** Opening Extracted data block **

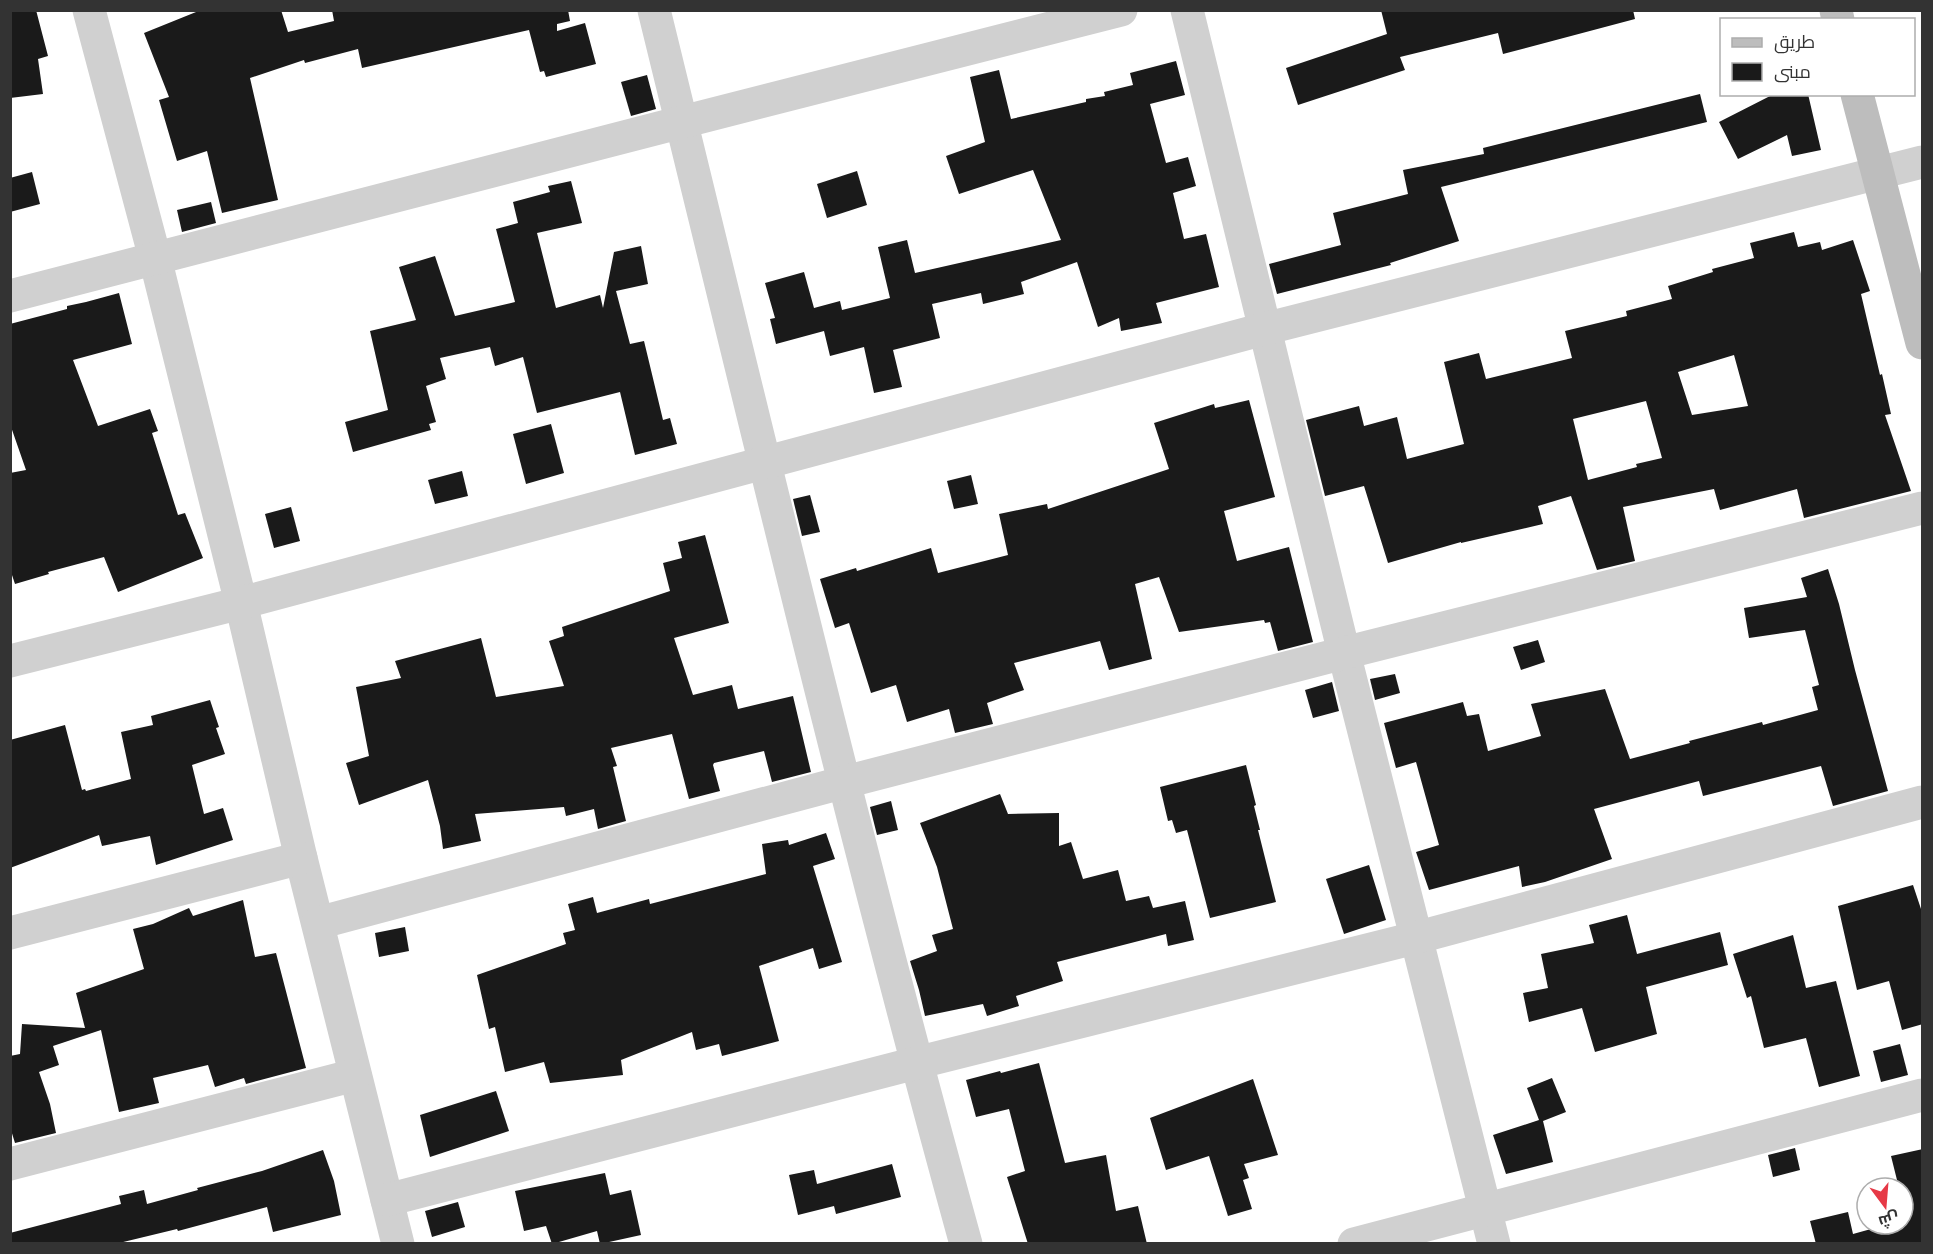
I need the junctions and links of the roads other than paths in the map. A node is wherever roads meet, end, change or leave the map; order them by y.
1 (89, 10) edge
2 (654, 10) edge
3 (1121, 10) edge
4 (1187, 10) edge
5 (1858, 96) edge
6 (682, 122) junction
7 (1923, 162) edge
8 (1877, 172) junction
9 (155, 258) junction
10 (10, 296) edge
11 (1264, 329) junction
12 (1923, 343) edge
13 (765, 464) junction
14 (1923, 508) edge
15 (241, 603) junction
16 (1344, 653) junction
17 (10, 661) edge
18 (845, 782) junction
19 (1923, 802) edge
20 (301, 858) junction
21 (318, 923) junction
22 (10, 933) edge
23 (1415, 938) junction
24 (916, 1063) junction
25 (355, 1075) junction
26 (1923, 1095) edge
27 (10, 1164) edge
28 (387, 1200) junction
29 (1486, 1210) junction
30 (398, 1244) edge
31 (966, 1244) edge
32 (1354, 1244) edge
33 (1494, 1244) edge

1 - 9 street
2 - 6 street
3 - 6 street
4 - 11 street
5 - 8 street
6 - 9 street
6 - 13 street
7 - 8 street
8 - 11 street
8 - 12 street
9 - 10 street
9 - 15 street
11 - 13 street
11 - 16 street
13 - 15 street
13 - 18 street
14 - 16 street
15 - 17 street
15 - 20 street
16 - 18 street
16 - 23 street
18 - 21 street
18 - 24 street
19 - 23 street
20 - 21 street
20 - 22 street
21 - 25 street
23 - 24 street
23 - 29 street
24 - 28 street
24 - 31 street
25 - 27 street
25 - 28 street
26 - 29 street
28 - 30 street
29 - 32 street
29 - 33 street

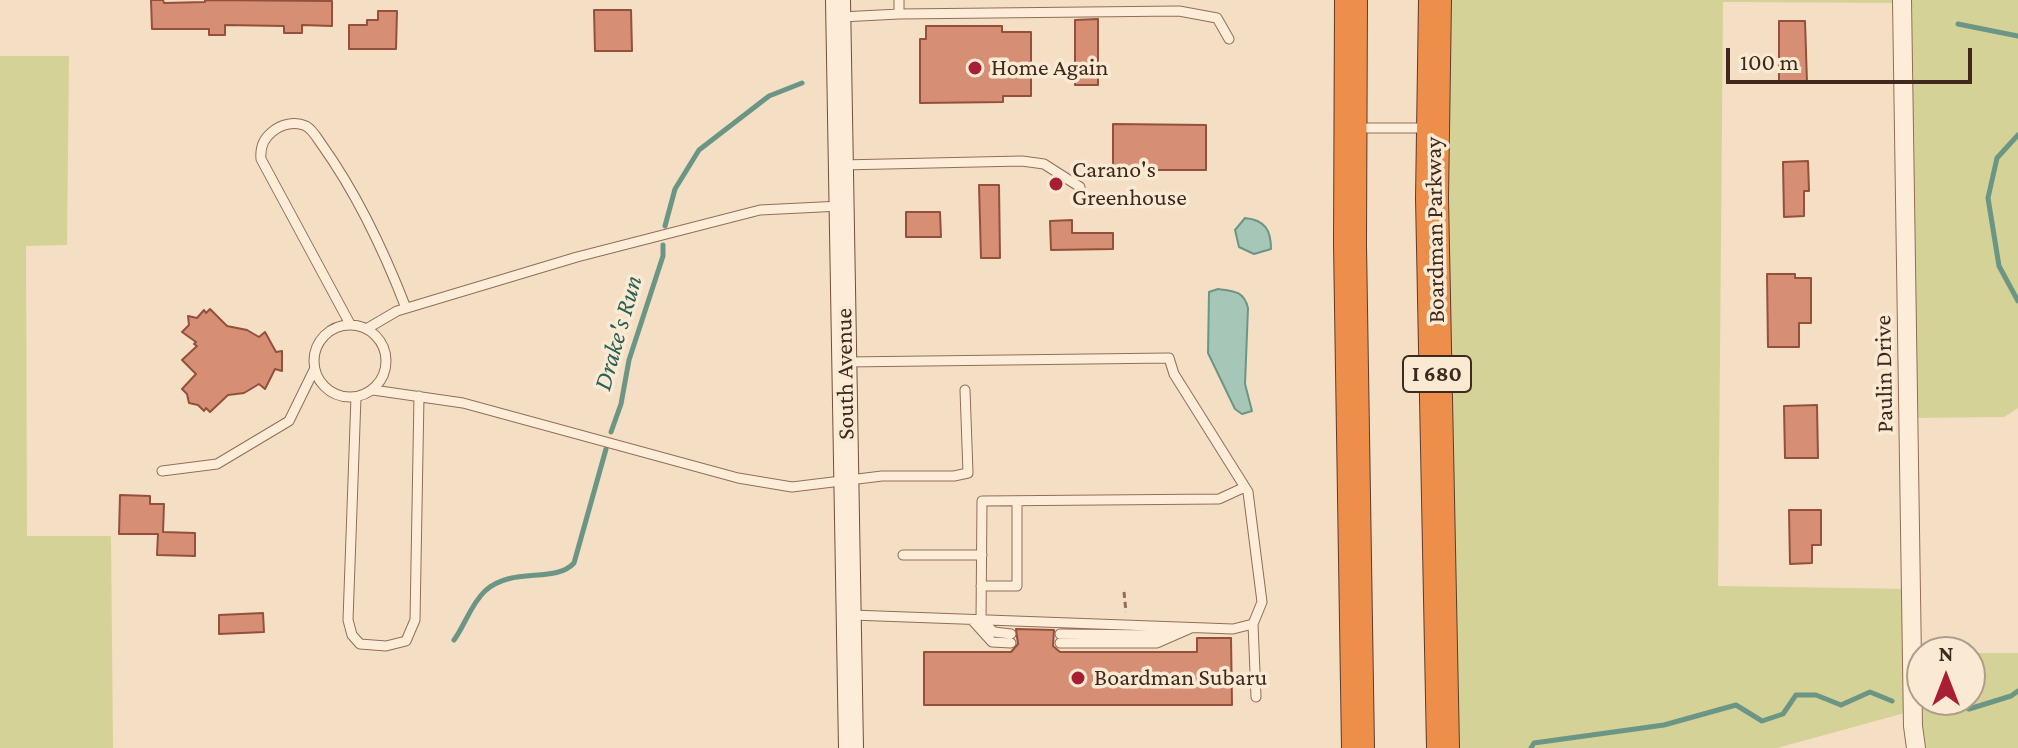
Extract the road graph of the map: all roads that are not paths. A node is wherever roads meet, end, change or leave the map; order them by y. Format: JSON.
{"nodes":[{"id":1,"x":899,"y":0,"type":"edge"},
{"id":2,"x":1351,"y":0,"type":"edge"},
{"id":3,"x":1435,"y":0,"type":"edge"},
{"id":4,"x":1902,"y":0,"type":"edge"},
{"id":5,"x":838,"y":8,"type":"edge"},
{"id":6,"x":899,"y":14,"type":"junction"},
{"id":7,"x":1229,"y":39,"type":"dead end"},
{"id":8,"x":1350,"y":128,"type":"junction"},
{"id":9,"x":1433,"y":128,"type":"junction"},
{"id":10,"x":841,"y":165,"type":"junction"},
{"id":11,"x":1080,"y":187,"type":"dead end"},
{"id":12,"x":842,"y":206,"type":"junction"},
{"id":13,"x":406,"y":308,"type":"junction"},
{"id":14,"x":350,"y":324,"type":"junction"},
{"id":15,"x":368,"y":328,"type":"junction"},
{"id":16,"x":845,"y":362,"type":"junction"},
{"id":17,"x":314,"y":370,"type":"junction"},
{"id":18,"x":373,"y":390,"type":"junction"},
{"id":19,"x":965,"y":390,"type":"dead end"},
{"id":20,"x":419,"y":396,"type":"junction"},
{"id":21,"x":356,"y":397,"type":"junction"},
{"id":22,"x":162,"y":471,"type":"dead end"},
{"id":23,"x":846,"y":482,"type":"junction"},
{"id":24,"x":1245,"y":487,"type":"junction"},
{"id":25,"x":1017,"y":501,"type":"junction"},
{"id":26,"x":903,"y":555,"type":"dead end"},
{"id":27,"x":982,"y":555,"type":"junction"},
{"id":28,"x":981,"y":586,"type":"junction"},
{"id":29,"x":848,"y":615,"type":"junction"},
{"id":30,"x":977,"y":621,"type":"junction"},
{"id":31,"x":1253,"y":624,"type":"junction"},
{"id":32,"x":1192,"y":628,"type":"junction"},
{"id":33,"x":1011,"y":639,"type":"dead end"},
{"id":34,"x":1060,"y":639,"type":"dead end"},
{"id":35,"x":1256,"y":697,"type":"dead end"},
{"id":36,"x":851,"y":748,"type":"edge"},
{"id":37,"x":1358,"y":748,"type":"edge"},
{"id":38,"x":1443,"y":748,"type":"edge"},
{"id":39,"x":1916,"y":748,"type":"edge"}],
"edges":[{"from":1,"to":6,"type":"lane"},
{"from":2,"to":8,"type":"highway"},
{"from":3,"to":9,"type":"highway","name":"Boardman Parkway","number":"I 680"},
{"from":4,"to":39,"type":"street","name":"Paulin Drive"},
{"from":5,"to":6,"type":"lane"},
{"from":5,"to":10,"type":"main road","name":"South Avenue"},
{"from":6,"to":7,"type":"lane"},
{"from":8,"to":9,"type":"lane"},
{"from":8,"to":37,"type":"highway"},
{"from":9,"to":38,"type":"highway","name":"Boardman Parkway","number":"I 680"},
{"from":10,"to":11,"type":"lane"},
{"from":10,"to":12,"type":"main road","name":"South Avenue"},
{"from":12,"to":13,"type":"lane"},
{"from":12,"to":16,"type":"main road","name":"South Avenue"},
{"from":13,"to":14,"type":"lane"},
{"from":13,"to":15,"type":"lane"},
{"from":14,"to":15,"type":"lane"},
{"from":14,"to":17,"type":"lane"},
{"from":15,"to":18,"type":"lane"},
{"from":16,"to":23,"type":"main road","name":"South Avenue"},
{"from":16,"to":24,"type":"lane"},
{"from":17,"to":21,"type":"lane"},
{"from":17,"to":22,"type":"lane"},
{"from":18,"to":20,"type":"lane"},
{"from":18,"to":21,"type":"lane"},
{"from":19,"to":23,"type":"lane"},
{"from":20,"to":21,"type":"lane"},
{"from":20,"to":23,"type":"lane"},
{"from":23,"to":29,"type":"main road","name":"South Avenue"},
{"from":24,"to":25,"type":"lane"},
{"from":24,"to":31,"type":"lane"},
{"from":25,"to":27,"type":"lane"},
{"from":25,"to":28,"type":"lane"},
{"from":26,"to":27,"type":"lane"},
{"from":27,"to":28,"type":"lane"},
{"from":28,"to":30,"type":"lane"},
{"from":29,"to":30,"type":"lane"},
{"from":29,"to":36,"type":"main road","name":"South Avenue"},
{"from":30,"to":32,"type":"lane"},
{"from":30,"to":33,"type":"lane"},
{"from":31,"to":32,"type":"lane"},
{"from":31,"to":35,"type":"lane"},
{"from":32,"to":34,"type":"lane"}]}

** Closing Extracted data block **

The problem —
From the entries, copy every line in which the word "South" occurs.

Response below —
{"from":5,"to":10,"type":"main road","name":"South Avenue"},
{"from":10,"to":12,"type":"main road","name":"South Avenue"},
{"from":12,"to":16,"type":"main road","name":"South Avenue"},
{"from":16,"to":23,"type":"main road","name":"South Avenue"},
{"from":23,"to":29,"type":"main road","name":"South Avenue"},
{"from":29,"to":36,"type":"main road","name":"South Avenue"},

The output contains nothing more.